When is a plan not a plan?
- Published
If you read this blog every now and then you'll know that there has, for many, many, many months, been a row inside the Tory party over what to do about customs after we leave the EU.
It's hugely problematic, not just because this bit of Brexit policy might have a huge impact on jobs and trade after we leave, and is likely already having an impact on businesses making decisions.
But also because it directly affects the Irish border which everyone says can't return in a hard form, but no one seems to have a robust way of preventing.
News then that there is a "new plan", in the run-up to the prime minister's big day at Chequers, was intriguing. No 10 suggested that one of the two cabinet working groups have indeed come up with revised proposals that square the seemingly impossible triangle that Theresa May has always said she wants to keep - no hard border, smooth trade, and a British independent trade policy.
Sources suggested it is different to the two proposals put forward so far, described variously as "unicorns", or "dead" - otherwise known as the customs partnership, or maximum facilitation.
No more detail of the plan was to emerge however until nearer the cabinet's meeting on Friday when the Brexit blueprint is meant to be agreed before appearing formally in a White Paper next week, as it just so happens on the same day that President Trump is due to arrive (no news that day then).
All that Number 10 would suggest tonight is that "at Chequers the cabinet will be asked to consider a proposal for future customs arrangements" that will be a "significant step forward" from the existing two models that will "give us the best of both worlds".
Swiss option?
Another Whitehall source suggested that indeed there is a new plan, even if they sounded slightly less convinced than Number 10. But it is clear that near the heart of the Number 10 Brexit process, there is a move towards, as speculation has suggested, something that looks a bit less like the buccaneering Brexit of the Eurosceptics, and rather more like the softer end of fudge - with what has been described as including the single market for goods - although importantly never confirmed by government.
And the chances of the words "single" and "market" being anywhere near Theresa May's plan are as high as Boris Johnson going on a jolly holiday with Jean-Claude Juncker. It was suggested that the closest comparison to the new overall Brexit plan is a deal something like the ones that the EU has with Switzerland.
Switzerland is not in the EU, or the EEA, but EFTA, the free trade association, and has a complicated set of individual deals with the EU.

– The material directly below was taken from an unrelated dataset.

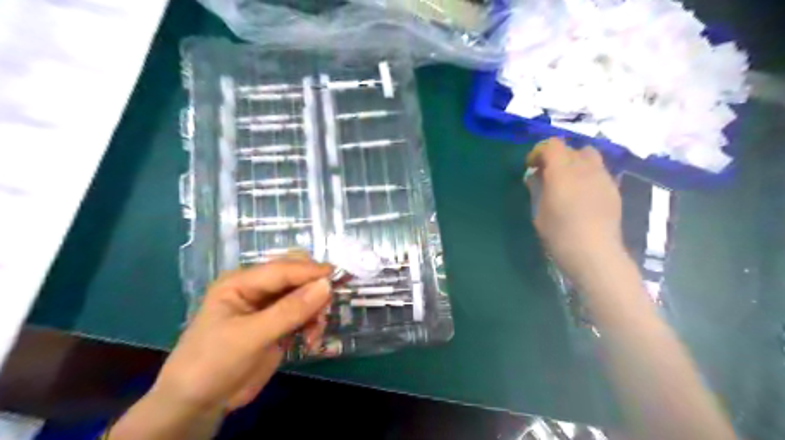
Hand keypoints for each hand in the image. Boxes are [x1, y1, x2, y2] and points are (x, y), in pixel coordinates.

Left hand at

That's one of the reasons why Brussels hates it as a model. There have been, wait for it, 25 years of negotiation. And it would provide a headache here on immigration, given that Switzerland has for years been in a fight with the EU over whether it can restrict freedom of movement or not.
Many Conservatives might be extremely relieved that finally the prime minister is moving to that kind of position. Business sources say they have been reassured it's that kind of close relationship that's on the way.
But frankly, other parts of the Tory party would go bananas. And whatever the arithmetic inside the Tory party itself, where there is a majority for something at the soft end of things, there are enough Eurosceptics who could make life impossible if they really want to. If it's a Swiss style compromise that emerges there could be big trouble.
That however is for another day when the proposals actually emerge. The immediate problem with the "new plan", is whether or not it really exists.
Does the plan exist?
Because while Number 10 says it does, ask other people in government and they are not quite so sure. Ministers who you might have thought would be aware of the detail like - oh, you might imagine - the Brexit secretary had not agreed the lines, before Number 10 made their intervention.
And it's said tonight that the reason he has not been involved in agreeing the "new plan" is because it does not actually exist yet. The customs decision expected in some parts of government therefore is what has been anticipated for some time as "max fac plus" - a souped up version of the proposal that originally won the day in the Brexit subcommittee what feels like a lifetime ago - with, you assume, a long lead-in time while the technology is made to work.
Baffled? Quite possibly so. But it's perhaps only safe to say that four days before ministers are expected to actually make some final decisions, all is not precisely as you might have expected. Number 10 says "we are working with ministers to finalise a third way".
There feels still like quite some way to go.